Multicore MCUs Offer New Embedded Options
投稿人:电子产品
2011-10-26
Embedded systems designers face constantly increasing demands for more performance and faster time-to-market. The embedded processors need to perform an expanding repertoire of tasks, often in real time. Meanwhile, applications demand high throughput and energy efficiency coupled with small form factors and low cost. Multicore microcontroller units (MCUs) provide a viable new solution, leveraging modular design to deliver multifold performance increases at an economical price.

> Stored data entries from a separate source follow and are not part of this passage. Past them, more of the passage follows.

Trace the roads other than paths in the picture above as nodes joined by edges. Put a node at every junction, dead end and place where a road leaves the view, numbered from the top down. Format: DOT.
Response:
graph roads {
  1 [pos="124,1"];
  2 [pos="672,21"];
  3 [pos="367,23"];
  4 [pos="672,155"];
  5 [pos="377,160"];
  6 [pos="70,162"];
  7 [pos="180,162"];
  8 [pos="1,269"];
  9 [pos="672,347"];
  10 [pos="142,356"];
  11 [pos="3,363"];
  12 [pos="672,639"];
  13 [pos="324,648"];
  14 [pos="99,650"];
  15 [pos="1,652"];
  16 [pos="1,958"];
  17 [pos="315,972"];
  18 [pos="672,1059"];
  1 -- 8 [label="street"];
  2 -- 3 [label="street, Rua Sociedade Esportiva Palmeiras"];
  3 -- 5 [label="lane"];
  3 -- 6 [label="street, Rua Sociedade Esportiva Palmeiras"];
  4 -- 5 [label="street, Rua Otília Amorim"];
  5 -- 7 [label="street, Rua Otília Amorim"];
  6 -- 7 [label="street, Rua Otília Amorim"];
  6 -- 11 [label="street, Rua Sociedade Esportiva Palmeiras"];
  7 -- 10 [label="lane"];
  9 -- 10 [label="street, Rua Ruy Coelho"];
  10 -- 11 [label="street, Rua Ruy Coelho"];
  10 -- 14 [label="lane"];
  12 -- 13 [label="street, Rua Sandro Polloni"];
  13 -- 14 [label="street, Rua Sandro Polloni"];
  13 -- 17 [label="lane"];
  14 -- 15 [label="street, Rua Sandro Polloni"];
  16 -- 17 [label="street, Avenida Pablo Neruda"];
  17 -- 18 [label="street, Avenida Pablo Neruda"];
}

For decades, as the number of transistors on an IC rose, chip performance kept pace. Ever more sophisticated architectures featuring techniques such as caching and pipelining allowed chip designers to use the increasing density of the silicon to continually boost processing speed. That is no longer the case. Chip designers have exhausted the possibilities of alternative architectures. Productivity jumps have dropped from keeping pace with Moore's Law to less than half that. The only way to increase productivity today is to leverage modularity by using multiple CPUs. That has led to the development of multicore MCUs.
Hardware: homogeneous versus heterogeneous
We define a multicore MCU as a microprocessor featuring two or more CPUs that coherently share a common memory. In the multicore architecture, each processor features its own instruction stream acting on its own data stream (MIMD).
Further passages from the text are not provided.